Monday, January 16, 2012

Strange Bedfellows: Immigration's Unlikely Alliances

Have you ever wondered why the immigration issue makes for such a wild debate?  I wondered this myself.  Part of me wondered how Tea Party activists could join ranks with the Sierra Club while Libertarians joined with Immigrant Lobby groups to advocate very disparate points of view.

What has been made most clear to me during this last year debating and studying the immigration issue, is that this issue, more so than any other, makes for the strangest political bedfellows one could imagine.  To help illustrate my point, I created this chart (click to enlarge): 

The left to right axis is the political ideological spectrum ranging from big-government-flaming-liberal on the left to small-government-tea-totaler on the right.  The verticle axis represents views on immigration.  At the top we have the restrictionist perspective which might reflect a view of limited immigration policy and/or a heavy enforcement preference in policy.  The bottom of the spectrum would be dominated by a laissez faire policy view with more open borders.
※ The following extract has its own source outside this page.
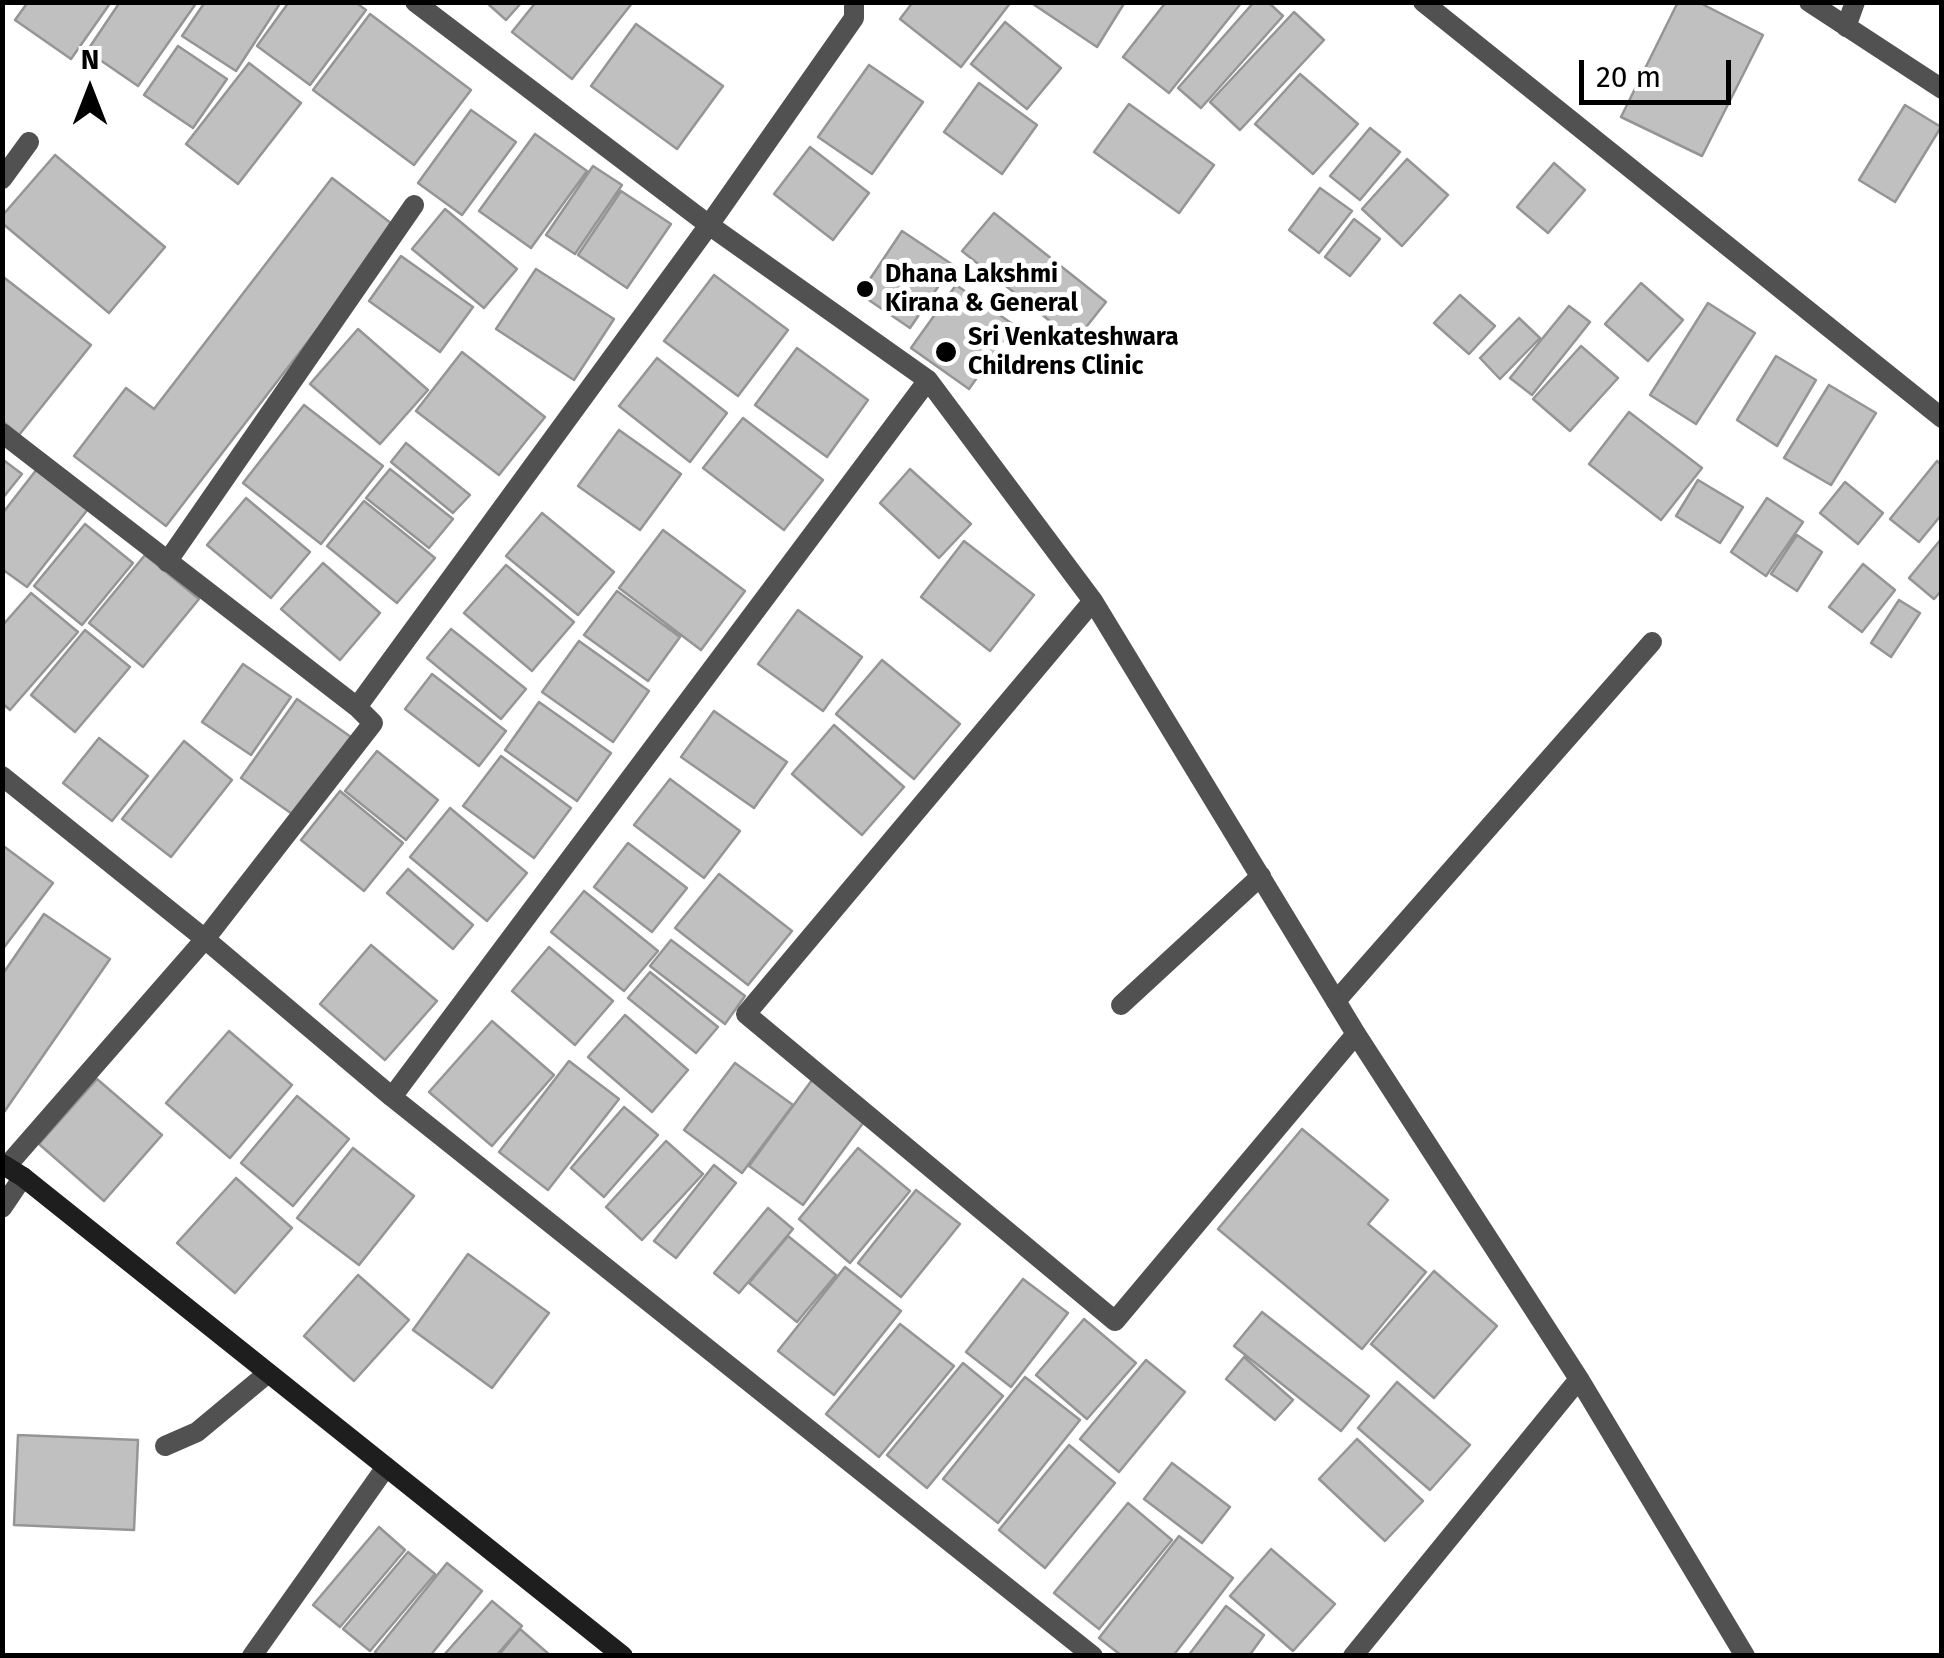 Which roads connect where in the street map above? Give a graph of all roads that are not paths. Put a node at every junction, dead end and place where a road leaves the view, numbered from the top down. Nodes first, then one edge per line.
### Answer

This chart is by no means scientific but I tried to place the parties and institutions where I felt they belonged on the grid.  Despite it's imperfections, I think it illustrates the point.  The liberal-conservative axis almost becomes meaningless when applied to the immigration issue.  Recent immigrants oppose new immigrants coming and competing for their jobs; liberal humanitarian groups and conservative religious organizations support allowing people the freedom to free themselves from tyranny in their homelands by coming to America; the Tea Party supports the stern rule of law while the Republican Party tries to balance the interests of business and the economy.  It would seem that politics doesn't get any more interesting and rancorous than this.   
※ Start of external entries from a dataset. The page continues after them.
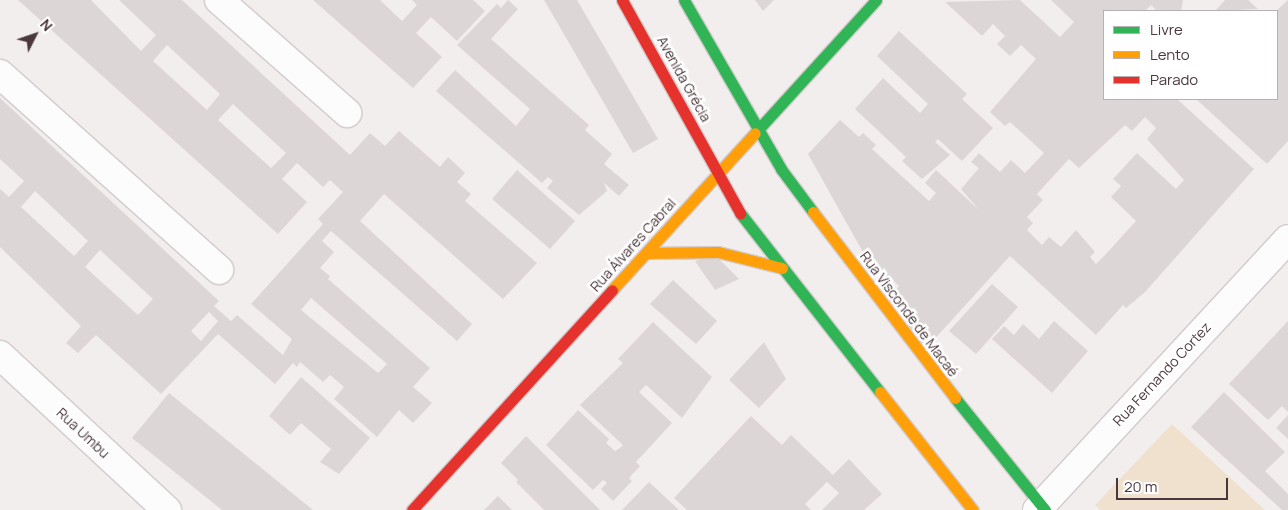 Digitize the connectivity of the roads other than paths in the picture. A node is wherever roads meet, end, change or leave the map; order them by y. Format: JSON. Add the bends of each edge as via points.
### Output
{"nodes":[{"id":1,"x":218,"y":0,"type":"edge"},
{"id":2,"x":622,"y":0,"type":"edge"},
{"id":3,"x":684,"y":0,"type":"edge"},
{"id":4,"x":876,"y":0,"type":"edge"},
{"id":5,"x":0,"y":74,"type":"edge"},
{"id":6,"x":347,"y":113,"type":"dead end"},
{"id":7,"x":758,"y":130,"type":"junction"},
{"id":8,"x":719,"y":173,"type":"junction"},
{"id":9,"x":1288,"y":239,"type":"edge"},
{"id":10,"x":646,"y":253,"type":"junction"},
{"id":11,"x":782,"y":268,"type":"junction"},
{"id":12,"x":219,"y":270,"type":"dead end"},
{"id":13,"x":0,"y":354,"type":"edge"},
{"id":14,"x":1041,"y":509,"type":"edge"},
{"id":15,"x":167,"y":510,"type":"edge"},
{"id":16,"x":412,"y":510,"type":"edge"},
{"id":17,"x":973,"y":510,"type":"edge"}],
"edges":[{"from":1,"to":6,"type":"street"},
{"from":2,"to":8,"type":"street","name":"Avenida Grécia"},
{"from":3,"to":7,"type":"street"},
{"from":4,"to":7,"type":"street","name":"Rua Álvares Cabral"},
{"from":5,"to":12,"type":"street"},
{"from":7,"to":8,"type":"street","name":"Rua Álvares Cabral"},
{"from":7,"to":14,"type":"street","name":"Rua Visconde de Macaé","via":[[781,169],[850,262]]},
{"from":8,"to":10,"type":"street","name":"Rua Álvares Cabral"},
{"from":8,"to":11,"type":"street","via":[[740,212]]},
{"from":9,"to":14,"type":"street","name":"Rua Fernando Cortez"},
{"from":10,"to":11,"type":"street","via":[[718,252],[752,257]]},
{"from":10,"to":16,"type":"street","name":"Rua Álvares Cabral"},
{"from":11,"to":17,"type":"street"},
{"from":13,"to":15,"type":"street","name":"Rua Umbu"}]}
However, it doesn't necessarily have to be that way in our discourse.  I am always a big advocate for civil debate on the issues.  Even emotionally charged issues deserve level headed discussion to help create reasonable solutions to policy questions.  This civility is best practiced in our own personal lives.  So, the next time you engage someone in a debate on this or any heated issue, think about their perspective and try to understand their argument before you engage in advocating for your position.  You will be surprised at how much more respect that person will have for you and your point of view...even if you disagree in the end.


  1. I can simplify the immigration debate- If you have a house party you will have your family and invited guests, if a few uninvited guests show up there might be enough food and room for them. As the party goes on more uninvited guests, who have homes and resources of their own show up and ask for dinner, you may have enough to feed them too. As this is an ongoing party and food and other resources are limited you may ask that the door to the home be locked so that everyone you invited does not go hungry or lack resources. The American people have spoken, the party is full, we have no more to give to uninvited guests until a future point in time when things are better. The uninvited guests have homes and families to help them and that is where they need to seek these things.

  2. If America waited for an invitation, the party you refer to would be taking place on another continent, if at all. The issue here is not resources; America has plenty, including land. And, your comment has me wondering .. is the problem with the giving, or the whom we are giving to? Individuals (of any kind) ask for, and receive far less than big American business, and the notion that they contribute more overall is simply untrue.
    If we put this ideological argument aside however, and instead, take a look at current population growth dynamics, the big picture becomes a bit more clear. Our middle aged population far outnumbers those reproducing, and in the not-so-distant future, there is going to be a highly disproportionate number of citizens entering retirement; collecting, and not contributing. The immigrant population (illegal or legal), has the highest reproduction rates of any group in the U.S., and this is vital to the future of our nation. And no, they are not reproducing to collect more welfare; they are reproducing as a result of biological imperatives, as well as cultural pressures. Americans simply are not having enough children to offset the trend. Immigration may be the only solution to this very real problem. We cannot irrationally fear the inevitability of change and expect to remain stable. Stop clinging to what you think America should look like; it's un-American.

    - Mr. Peterson, I enjoyed your perspective. Thank you for sharing.